This panel invites papers that address how terrorism, whether historically or contemporarily, engages with and within the city. Papers that explore post-9/11 literature are welcome, but papers exploring transnational and international linkages through literature or other kinds of media are particularly encouraged. Interdisciplinary approaches are welcome.
This panel invites papers that address how terrorism, whether historically or contemporarily, engages with and within the city. Sociologist Saskia Sassen argued in “When the City Itself Becomes a Technology of War” that asymmetrical military strategy has turned the space of the city itself into a technology of warfare. She writes that asymmetric warfare, the military strategy that defines U.S. engagement with terrorist cells across the world, are “partial, intermittent and lack clear endings…They are one indication of how the center no longer holds – whatever the center’s format: the imperial power of a period of the national state of our modernity” (36).

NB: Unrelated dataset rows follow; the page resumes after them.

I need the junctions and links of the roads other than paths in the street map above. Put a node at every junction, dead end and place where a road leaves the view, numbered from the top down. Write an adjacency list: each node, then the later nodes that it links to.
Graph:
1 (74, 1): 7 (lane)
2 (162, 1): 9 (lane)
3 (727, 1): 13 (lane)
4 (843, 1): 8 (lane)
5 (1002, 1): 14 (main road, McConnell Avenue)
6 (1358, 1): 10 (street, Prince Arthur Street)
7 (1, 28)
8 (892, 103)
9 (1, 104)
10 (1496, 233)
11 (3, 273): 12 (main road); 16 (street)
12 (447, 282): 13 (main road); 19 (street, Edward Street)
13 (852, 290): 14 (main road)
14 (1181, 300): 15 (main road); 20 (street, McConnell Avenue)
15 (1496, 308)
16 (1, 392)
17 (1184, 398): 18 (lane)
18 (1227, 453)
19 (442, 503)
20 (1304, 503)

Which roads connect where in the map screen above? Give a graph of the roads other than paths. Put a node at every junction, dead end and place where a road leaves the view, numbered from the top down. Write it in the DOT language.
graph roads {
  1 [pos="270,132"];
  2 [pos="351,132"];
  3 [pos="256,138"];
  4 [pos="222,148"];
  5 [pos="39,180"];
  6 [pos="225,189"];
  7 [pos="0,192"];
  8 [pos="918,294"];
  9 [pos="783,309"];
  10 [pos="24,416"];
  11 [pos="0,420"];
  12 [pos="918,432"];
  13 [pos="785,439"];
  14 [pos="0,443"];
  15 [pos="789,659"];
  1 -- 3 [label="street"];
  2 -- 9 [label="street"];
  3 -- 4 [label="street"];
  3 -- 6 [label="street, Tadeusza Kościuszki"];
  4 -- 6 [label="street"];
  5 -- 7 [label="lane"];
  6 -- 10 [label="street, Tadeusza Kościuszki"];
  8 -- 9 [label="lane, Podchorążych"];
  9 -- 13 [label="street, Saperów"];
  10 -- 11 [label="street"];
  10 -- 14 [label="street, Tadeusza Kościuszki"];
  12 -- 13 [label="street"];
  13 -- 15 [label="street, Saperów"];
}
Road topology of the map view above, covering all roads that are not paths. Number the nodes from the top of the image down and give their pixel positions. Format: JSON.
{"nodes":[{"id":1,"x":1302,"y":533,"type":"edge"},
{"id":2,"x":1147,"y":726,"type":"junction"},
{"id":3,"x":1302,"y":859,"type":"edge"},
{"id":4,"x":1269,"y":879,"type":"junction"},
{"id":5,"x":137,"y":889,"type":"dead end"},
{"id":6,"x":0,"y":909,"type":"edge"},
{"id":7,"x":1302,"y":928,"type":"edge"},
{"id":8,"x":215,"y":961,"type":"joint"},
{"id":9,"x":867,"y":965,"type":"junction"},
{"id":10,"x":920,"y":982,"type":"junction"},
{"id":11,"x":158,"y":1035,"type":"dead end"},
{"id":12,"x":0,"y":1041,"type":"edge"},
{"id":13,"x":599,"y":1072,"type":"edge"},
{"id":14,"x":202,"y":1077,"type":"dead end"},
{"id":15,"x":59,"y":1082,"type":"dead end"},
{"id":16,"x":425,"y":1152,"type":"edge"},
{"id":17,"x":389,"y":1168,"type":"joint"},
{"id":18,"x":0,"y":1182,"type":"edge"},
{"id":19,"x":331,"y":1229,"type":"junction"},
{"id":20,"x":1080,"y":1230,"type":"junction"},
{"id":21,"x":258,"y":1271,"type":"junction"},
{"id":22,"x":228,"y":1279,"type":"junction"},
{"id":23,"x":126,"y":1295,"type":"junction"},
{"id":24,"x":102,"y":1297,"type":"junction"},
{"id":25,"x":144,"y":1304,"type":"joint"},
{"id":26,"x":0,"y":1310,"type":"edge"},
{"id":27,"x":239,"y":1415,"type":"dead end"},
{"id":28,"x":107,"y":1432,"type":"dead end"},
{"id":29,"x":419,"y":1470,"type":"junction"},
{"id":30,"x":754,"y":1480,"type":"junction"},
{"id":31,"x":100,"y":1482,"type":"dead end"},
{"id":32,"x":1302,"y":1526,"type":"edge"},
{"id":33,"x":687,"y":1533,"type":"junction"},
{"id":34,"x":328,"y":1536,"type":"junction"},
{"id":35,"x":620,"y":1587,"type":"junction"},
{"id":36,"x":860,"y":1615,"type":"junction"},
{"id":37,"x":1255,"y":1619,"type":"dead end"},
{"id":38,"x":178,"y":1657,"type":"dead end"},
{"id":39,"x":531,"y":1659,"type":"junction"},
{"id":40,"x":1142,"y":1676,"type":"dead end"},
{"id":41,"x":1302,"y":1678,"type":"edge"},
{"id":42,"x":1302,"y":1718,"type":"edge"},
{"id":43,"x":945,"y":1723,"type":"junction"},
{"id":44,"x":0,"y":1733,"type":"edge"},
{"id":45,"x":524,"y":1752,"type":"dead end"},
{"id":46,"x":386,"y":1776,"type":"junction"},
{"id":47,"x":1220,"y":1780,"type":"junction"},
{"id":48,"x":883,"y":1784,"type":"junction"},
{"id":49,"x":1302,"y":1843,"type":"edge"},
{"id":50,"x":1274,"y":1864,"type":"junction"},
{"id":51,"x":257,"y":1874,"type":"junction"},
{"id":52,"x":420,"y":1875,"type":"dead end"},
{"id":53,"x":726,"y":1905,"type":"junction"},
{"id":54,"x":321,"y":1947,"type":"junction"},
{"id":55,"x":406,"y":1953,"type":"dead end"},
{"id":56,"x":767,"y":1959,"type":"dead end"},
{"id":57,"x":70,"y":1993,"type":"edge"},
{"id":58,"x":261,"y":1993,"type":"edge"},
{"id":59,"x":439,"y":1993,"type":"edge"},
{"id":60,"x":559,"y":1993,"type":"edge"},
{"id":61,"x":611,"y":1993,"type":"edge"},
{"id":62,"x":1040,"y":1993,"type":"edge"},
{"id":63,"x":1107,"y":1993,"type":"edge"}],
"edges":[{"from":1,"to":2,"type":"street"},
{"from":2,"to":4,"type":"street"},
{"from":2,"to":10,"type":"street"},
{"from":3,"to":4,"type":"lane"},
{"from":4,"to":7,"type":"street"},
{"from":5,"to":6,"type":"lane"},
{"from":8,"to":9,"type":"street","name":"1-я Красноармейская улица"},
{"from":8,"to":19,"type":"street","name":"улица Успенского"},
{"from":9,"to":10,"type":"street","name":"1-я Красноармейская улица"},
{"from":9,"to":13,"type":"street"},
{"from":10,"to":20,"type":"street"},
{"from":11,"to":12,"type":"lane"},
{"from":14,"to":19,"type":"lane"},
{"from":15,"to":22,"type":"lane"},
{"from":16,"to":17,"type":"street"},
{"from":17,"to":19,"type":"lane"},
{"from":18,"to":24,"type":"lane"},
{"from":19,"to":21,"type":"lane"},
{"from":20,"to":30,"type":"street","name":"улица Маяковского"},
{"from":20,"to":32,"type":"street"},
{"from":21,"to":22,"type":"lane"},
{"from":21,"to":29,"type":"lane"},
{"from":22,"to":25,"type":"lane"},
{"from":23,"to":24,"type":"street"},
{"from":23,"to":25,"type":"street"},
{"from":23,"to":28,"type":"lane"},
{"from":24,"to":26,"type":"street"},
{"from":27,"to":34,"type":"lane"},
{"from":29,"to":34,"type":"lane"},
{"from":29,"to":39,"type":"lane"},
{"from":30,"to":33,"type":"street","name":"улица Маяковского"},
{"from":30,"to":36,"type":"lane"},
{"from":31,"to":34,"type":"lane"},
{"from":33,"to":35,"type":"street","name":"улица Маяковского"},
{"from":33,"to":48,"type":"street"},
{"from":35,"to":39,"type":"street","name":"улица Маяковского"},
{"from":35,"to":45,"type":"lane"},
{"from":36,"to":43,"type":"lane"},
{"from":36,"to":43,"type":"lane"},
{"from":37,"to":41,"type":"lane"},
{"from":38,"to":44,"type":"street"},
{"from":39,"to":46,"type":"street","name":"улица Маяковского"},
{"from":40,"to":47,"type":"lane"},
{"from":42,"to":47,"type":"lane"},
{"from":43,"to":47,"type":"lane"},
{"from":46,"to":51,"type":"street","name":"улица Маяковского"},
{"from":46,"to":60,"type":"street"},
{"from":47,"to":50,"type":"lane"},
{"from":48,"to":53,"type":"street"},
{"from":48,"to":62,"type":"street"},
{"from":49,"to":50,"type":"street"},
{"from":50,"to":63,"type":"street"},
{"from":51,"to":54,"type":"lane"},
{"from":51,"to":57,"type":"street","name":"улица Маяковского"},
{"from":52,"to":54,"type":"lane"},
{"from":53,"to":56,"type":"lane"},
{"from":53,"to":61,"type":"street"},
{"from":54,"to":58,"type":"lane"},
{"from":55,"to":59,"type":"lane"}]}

In Terrorism, Risk and the City: Towards Urban Resilience, Coaffee points to the ways in which logistical imperialism undergirds the paramilitary tactics used in asymmetrical warfare in domestic cities. To do so, Coaffee uses Ulrich Beck’s concept of the “Risk Society,” loosely defined as a response to an increasingly globalized world and its seemingly boundaryless, uncontrollable calamities. Risk is economically, socially, and politically articulated by the media and government in terms of “Other” outside countries, groups, corporations, or individuals. This dynamic serves the transition into new modernity, fueled by “the logic of industrial production and distribution [that] is increasingly tied to the social production of risk” (68). In essence, the speed of innovation outpaces our institutions’ ability to protect the West. This sense of vulnerability is experienced most acutely in cities, where the State and local government converge to secure an increasingly-surveilled city life.
This panel seeks to explore these questions: How does contemporary literature or other forms of storytelling engage with Sassen’s claim that terrorism reveals a kind of void within the State or colonial power? What is being revealed, how is the city portrayed, and how do storytellers respond?